■ **Prompt**
The answer must consist of every line below containing "Assunção".

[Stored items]
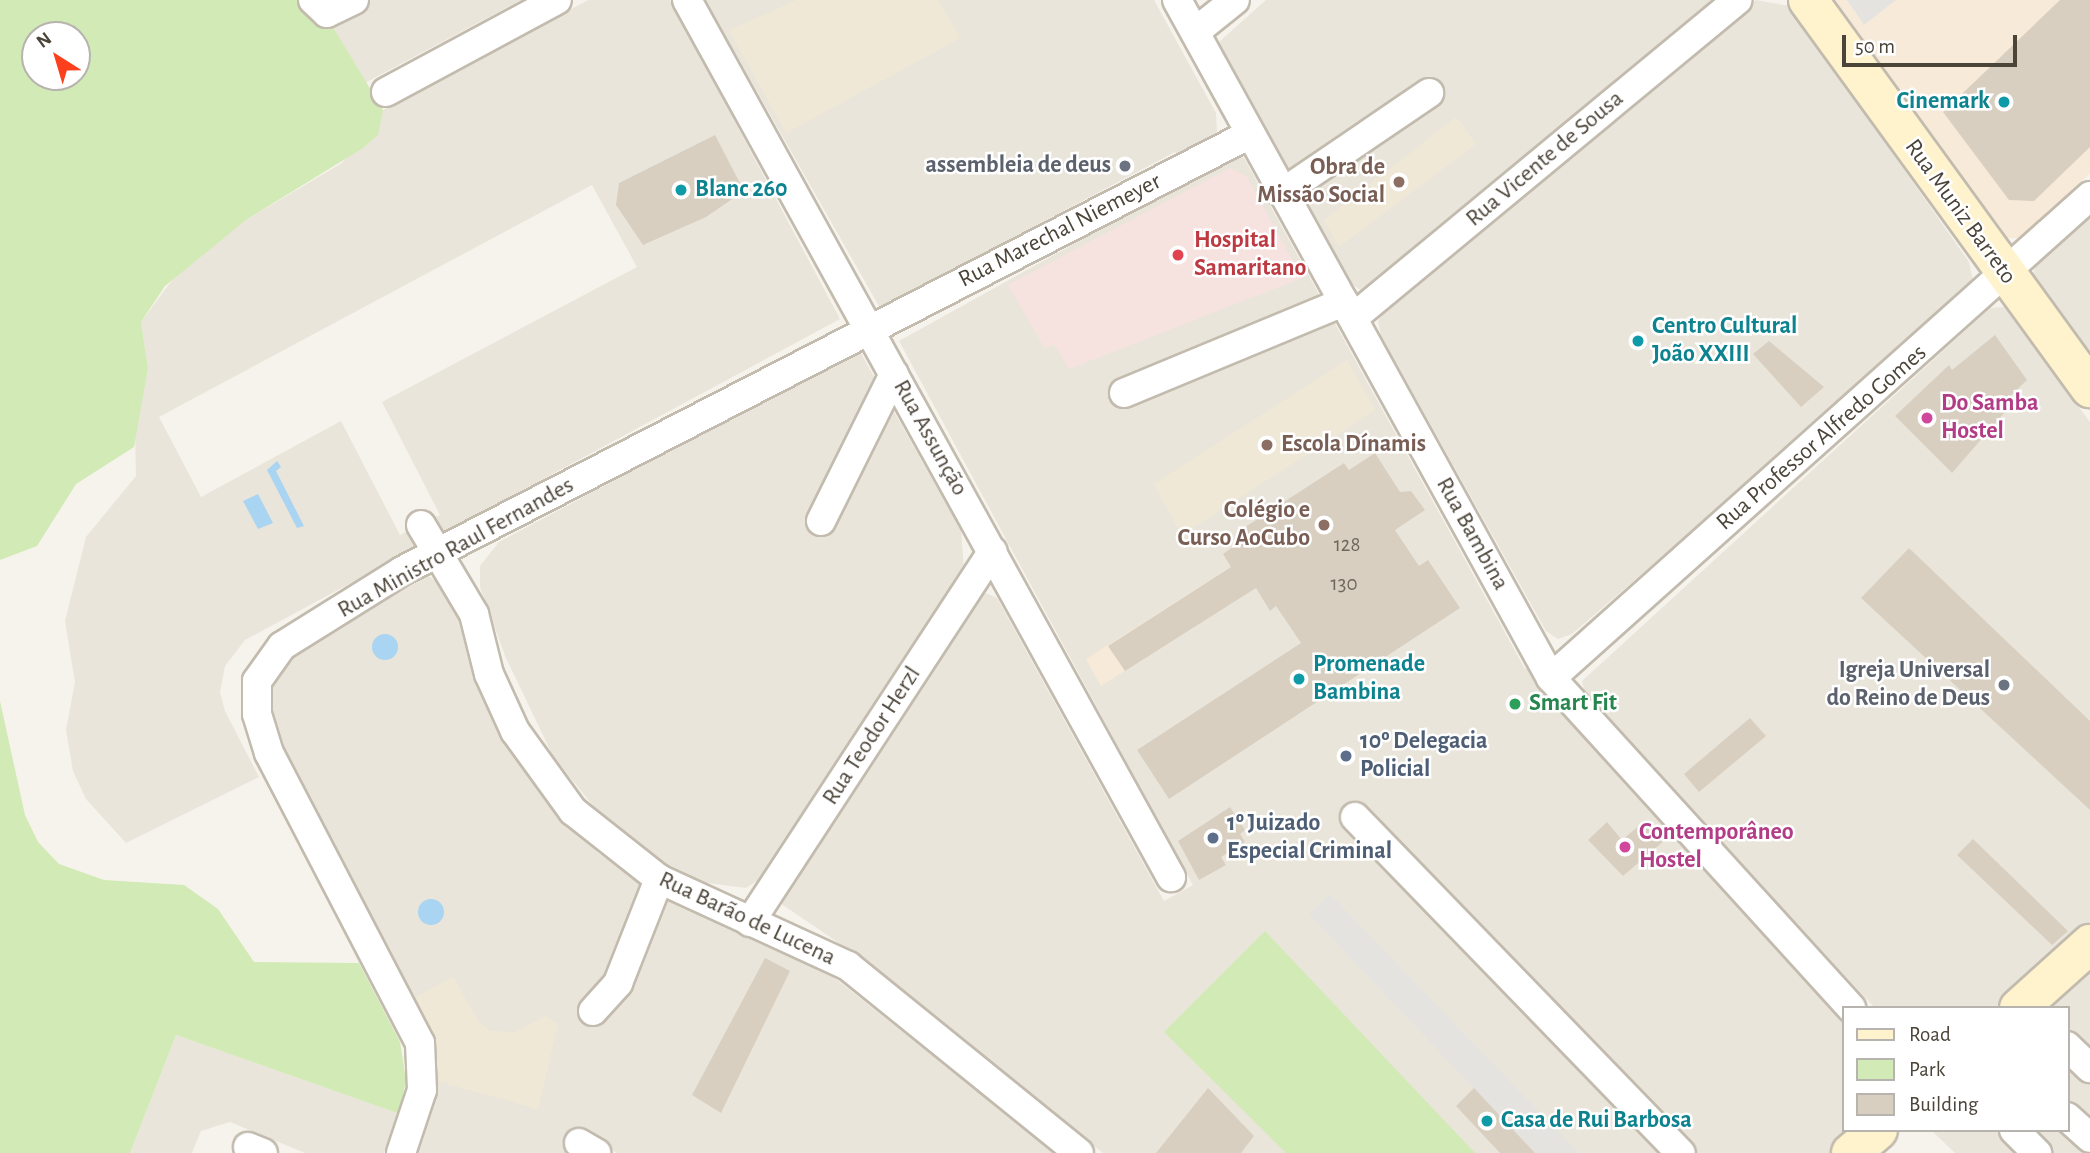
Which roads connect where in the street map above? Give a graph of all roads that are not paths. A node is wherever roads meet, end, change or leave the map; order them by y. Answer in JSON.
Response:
{"nodes":[{"id":1,"x":313,"y":0,"type":"edge"},
{"id":2,"x":354,"y":0,"type":"edge"},
{"id":3,"x":557,"y":0,"type":"edge"},
{"id":4,"x":687,"y":0,"type":"edge"},
{"id":5,"x":1177,"y":0,"type":"edge"},
{"id":6,"x":1235,"y":0,"type":"edge"},
{"id":7,"x":1737,"y":0,"type":"edge"},
{"id":8,"x":1808,"y":0,"type":"edge"},
{"id":9,"x":1195,"y":32,"type":"junction"},
{"id":10,"x":386,"y":92,"type":"dead end"},
{"id":11,"x":1429,"y":93,"type":"dead end"},
{"id":12,"x":1250,"y":134,"type":"junction"},
{"id":13,"x":1282,"y":193,"type":"junction"},
{"id":14,"x":2090,"y":196,"type":"edge"},
{"id":15,"x":2004,"y":273,"type":"junction"},
{"id":16,"x":1349,"y":311,"type":"junction"},
{"id":17,"x":871,"y":329,"type":"junction"},
{"id":18,"x":894,"y":374,"type":"junction"},
{"id":19,"x":2090,"y":388,"type":"edge"},
{"id":20,"x":1124,"y":393,"type":"dead end"},
{"id":21,"x":821,"y":521,"type":"dead end"},
{"id":22,"x":421,"y":525,"type":"dead end"},
{"id":23,"x":993,"y":551,"type":"junction"},
{"id":24,"x":442,"y":554,"type":"junction"},
{"id":25,"x":1551,"y":678,"type":"junction"},
{"id":26,"x":1355,"y":817,"type":"dead end"},
{"id":27,"x":1171,"y":877,"type":"dead end"},
{"id":28,"x":659,"y":879,"type":"junction"},
{"id":29,"x":750,"y":922,"type":"junction"},
{"id":30,"x":2090,"y":944,"type":"edge"},
{"id":31,"x":1849,"y":1006,"type":"edge"},
{"id":32,"x":2024,"y":1006,"type":"edge"},
{"id":33,"x":593,"y":1011,"type":"dead end"},
{"id":34,"x":2069,"y":1048,"type":"edge"},
{"id":35,"x":2090,"y":1068,"type":"edge"},
{"id":36,"x":2069,"y":1119,"type":"edge"},
{"id":37,"x":1876,"y":1132,"type":"edge"},
{"id":38,"x":2016,"y":1132,"type":"edge"},
{"id":39,"x":2090,"y":1138,"type":"edge"},
{"id":40,"x":401,"y":1153,"type":"edge"},
{"id":41,"x":1079,"y":1153,"type":"edge"},
{"id":42,"x":1681,"y":1153,"type":"edge"},
{"id":43,"x":1851,"y":1153,"type":"edge"},
{"id":44,"x":2037,"y":1153,"type":"edge"}],
"edges":[{"from":1,"to":2,"type":"street"},
{"from":3,"to":10,"type":"street"},
{"from":4,"to":17,"type":"street","name":"Rua Assunção"},
{"from":5,"to":9,"type":"street","name":"Rua Bambina"},
{"from":6,"to":9,"type":"street"},
{"from":7,"to":16,"type":"street","name":"Rua Vicente de Sousa"},
{"from":8,"to":15,"type":"main road","name":"Rua Muniz Barreto"},
{"from":9,"to":12,"type":"street","name":"Rua Bambina"},
{"from":11,"to":13,"type":"street"},
{"from":12,"to":13,"type":"street","name":"Rua Bambina"},
{"from":12,"to":17,"type":"street","name":"Rua Marechal Niemeyer"},
{"from":13,"to":16,"type":"street","name":"Rua Bambina"},
{"from":14,"to":15,"type":"street","name":"Rua Professor Alfredo Gomes"},
{"from":15,"to":19,"type":"main road","name":"Rua Muniz Barreto"},
{"from":15,"to":25,"type":"street","name":"Rua Professor Alfredo Gomes"},
{"from":16,"to":20,"type":"street","name":"Rua Vicente de Sousa"},
{"from":16,"to":25,"type":"street","name":"Rua Bambina"},
{"from":17,"to":18,"type":"street","name":"Rua Assunção"},
{"from":17,"to":24,"type":"street","name":"Rua Ministro Raul Fernandes"},
{"from":18,"to":21,"type":"street"},
{"from":18,"to":23,"type":"street","name":"Rua Assunção"},
{"from":22,"to":24,"type":"street","name":"Rua Barão de Lucena"},
{"from":23,"to":27,"type":"street","name":"Rua Assunção"},
{"from":23,"to":29,"type":"street","name":"Rua Teodor Herzl"},
{"from":24,"to":28,"type":"street","name":"Rua Barão de Lucena"},
{"from":24,"to":40,"type":"street","name":"Rua Ministro Raul Fernandes"},
{"from":25,"to":31,"type":"street","name":"Rua Bambina"},
{"from":26,"to":42,"type":"street"},
{"from":28,"to":29,"type":"street","name":"Rua Barão de Lucena"},
{"from":28,"to":33,"type":"street"},
{"from":29,"to":41,"type":"street","name":"Rua Barão de Lucena"},
{"from":30,"to":32,"type":"main road"},
{"from":34,"to":35,"type":"street"},
{"from":36,"to":39,"type":"street"},
{"from":37,"to":43,"type":"main road"},
{"from":38,"to":44,"type":"street"}]}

■ **Your solution**
{"from":4,"to":17,"type":"street","name":"Rua Assunção"},
{"from":17,"to":18,"type":"street","name":"Rua Assunção"},
{"from":18,"to":23,"type":"street","name":"Rua Assunção"},
{"from":23,"to":27,"type":"street","name":"Rua Assunção"},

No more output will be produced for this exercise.